Other than jail, there is no temporary shelter for people experiencing homelessness to go when they are inebriated. Silver State Health Services is planning to open a 20-bed sobering facility on Salvation Army’s campus to house them.
“We could go up to 35 beds in the next couple years depending on funding,” says Ryan Linden, the chief executive officer for Silver State Health Services. “There could be 10 of us providing this kind of service. If the funding becomes available, we would love to serve more.”
The City of Las Vegas is expected to approve funding for Silver State Health Services, a nonprofit that provides mental health and medical services, at its July 18 council meeting. About $700,000 would come from a Community Development Block Grant and the redevelopment agency.

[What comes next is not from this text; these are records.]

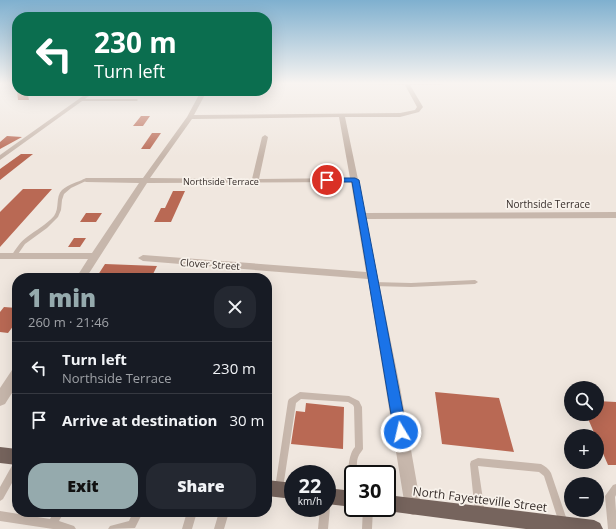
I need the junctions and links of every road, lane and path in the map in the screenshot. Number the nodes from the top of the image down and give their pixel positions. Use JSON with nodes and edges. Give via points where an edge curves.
{"nodes":[{"id":1,"x":71,"y":108,"type":"edge"},
{"id":2,"x":195,"y":108,"type":"edge"},
{"id":3,"x":419,"y":108,"type":"edge"},
{"id":4,"x":342,"y":115,"type":"junction"},
{"id":5,"x":190,"y":116,"type":"junction"},
{"id":6,"x":265,"y":137,"type":"dead end"},
{"id":7,"x":0,"y":158,"type":"edge"},
{"id":8,"x":86,"y":180,"type":"joint"},
{"id":9,"x":145,"y":180,"type":"junction"},
{"id":10,"x":355,"y":180,"type":"junction"},
{"id":11,"x":255,"y":181,"type":"junction"},
{"id":12,"x":616,"y":215,"type":"edge"},
{"id":13,"x":361,"y":216,"type":"junction"},
{"id":14,"x":0,"y":256,"type":"edge"},
{"id":15,"x":14,"y":256,"type":"junction"},
{"id":16,"x":95,"y":256,"type":"junction"},
{"id":17,"x":143,"y":258,"type":"dead end"},
{"id":18,"x":84,"y":273,"type":"edge"},
{"id":19,"x":372,"y":280,"type":"junction"},
{"id":20,"x":475,"y":282,"type":"dead end"},
{"id":21,"x":12,"y":382,"type":"edge"},
{"id":22,"x":0,"y":400,"type":"edge"},
{"id":23,"x":0,"y":455,"type":"edge"},
{"id":24,"x":12,"y":456,"type":"edge"},
{"id":25,"x":353,"y":465,"type":"edge"},
{"id":26,"x":12,"y":474,"type":"edge"},
{"id":27,"x":616,"y":488,"type":"edge"},
{"id":28,"x":279,"y":490,"type":"edge"},
{"id":29,"x":0,"y":496,"type":"edge"},
{"id":30,"x":396,"y":504,"type":"edge"},
{"id":31,"x":413,"y":507,"type":"junction"},
{"id":32,"x":480,"y":514,"type":"junction"},
{"id":33,"x":0,"y":516,"type":"edge"},
{"id":34,"x":56,"y":517,"type":"edge"},
{"id":35,"x":137,"y":517,"type":"edge"},
{"id":36,"x":191,"y":517,"type":"edge"},
{"id":37,"x":223,"y":517,"type":"edge"},
{"id":38,"x":324,"y":517,"type":"edge"},
{"id":39,"x":368,"y":517,"type":"edge"},
{"id":40,"x":52,"y":524,"type":"junction"},
{"id":41,"x":522,"y":524,"type":"edge"},
{"id":42,"x":564,"y":525,"type":"junction"},
{"id":43,"x":134,"y":528,"type":"edge"},
{"id":44,"x":71,"y":529,"type":"edge"},
{"id":45,"x":113,"y":529,"type":"edge"},
{"id":46,"x":187,"y":529,"type":"edge"},
{"id":47,"x":219,"y":529,"type":"edge"},
{"id":48,"x":323,"y":529,"type":"edge"},
{"id":49,"x":367,"y":529,"type":"edge"},
{"id":50,"x":594,"y":529,"type":"edge"},
{"id":51,"x":613,"y":529,"type":"edge"}],
"edges":[{"from":1,"to":7,"type":"street"},
{"from":2,"to":5,"type":"street"},
{"from":3,"to":4,"type":"street","via":[[417,111],[400,114]]},
{"from":4,"to":5,"type":"street"},
{"from":4,"to":10,"type":"street"},
{"from":5,"to":9,"type":"street"},
{"from":6,"to":11,"type":"street"},
{"from":8,"to":9,"type":"street","name":"Northside Terrace"},
{"from":8,"to":15,"type":"lane","via":[[64,190],[57,215],[25,240]]},
{"from":9,"to":11,"type":"street","name":"Northside Terrace"},
{"from":9,"to":16,"type":"street"},
{"from":10,"to":11,"type":"street","name":"Northside Terrace"},
{"from":10,"to":13,"type":"street"},
{"from":12,"to":13,"type":"street","name":"Northside Terrace"},
{"from":13,"to":19,"type":"street"},
{"from":14,"to":15,"type":"street"},
{"from":15,"to":16,"type":"street"},
{"from":16,"to":18,"type":"street"},
{"from":17,"to":19,"type":"street","name":"Clover Street"},
{"from":19,"to":20,"type":"lane","via":[[411,284]]},
{"from":19,"to":31,"type":"street"},
{"from":21,"to":22,"type":"street"},
{"from":23,"to":24,"type":"main road"},
{"from":25,"to":28,"type":"lane","via":[[359,448],[356,403],[349,400],[296,396],[292,401]]},
{"from":26,"to":29,"type":"lane"},
{"from":27,"to":51,"type":"lane","via":[[610,496]]},
{"from":30,"to":31,"type":"main road","name":"North Fayetteville Street"},
{"from":31,"to":32,"type":"main road","name":"North Fayetteville Street"},
{"from":32,"to":41,"type":"main road","name":"North Fayetteville Street"},
{"from":32,"to":42,"type":"lane","via":[[474,464],[478,462],[541,468],[550,480]]},
{"from":33,"to":40,"type":"lane"},
{"from":34,"to":40,"type":"lane"},
{"from":35,"to":43,"type":"lane"},
{"from":36,"to":46,"type":"lane"},
{"from":37,"to":47,"type":"lane"},
{"from":38,"to":48,"type":"lane"},
{"from":39,"to":49,"type":"lane"},
{"from":40,"to":44,"type":"lane"},
{"from":41,"to":42,"type":"main road","name":"North Fayetteville Street"},
{"from":42,"to":50,"type":"main road","name":"North Fayetteville Street"},
{"from":43,"to":45,"type":"lane"}]}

However, some of the money is specifically for capital improvements and not programming. “It can’t be used for the cost of operation,” Linden says.
Silver State Health Service will pick up the remainder of the cost from its budget to operate the shelter, which includes staffing the facility with nurses and doctors.
The city originally approved funding out of its 2016 budget for WestCare to provide a “wet shelter.” However, the organization closed it in 2017.
This facility, which is expected to be open by October, would provide 24 to 36 hours for homeless people intoxicated or on drugs. Once people wake up, they have the option to take part in other services such as drug and alcohol counseling, individual therapy, group therapy, peer support and case management.
“This is a safe place for them,” Linden says.
But not all of them.
There were 6,083 people living in shelters or on the streets according to the 2018 Southern Nevada Homeless Census, which was recently released.
An estimated 38 percent of homeless individuals are dependent on alcohol according to the Substance Abuse and Mental Health Services Administration.
About 15 percent of people who are homeless attribute that to alcohol or drug abuse according to the Southern Nevada Prevention and Diversion Gap Analysis.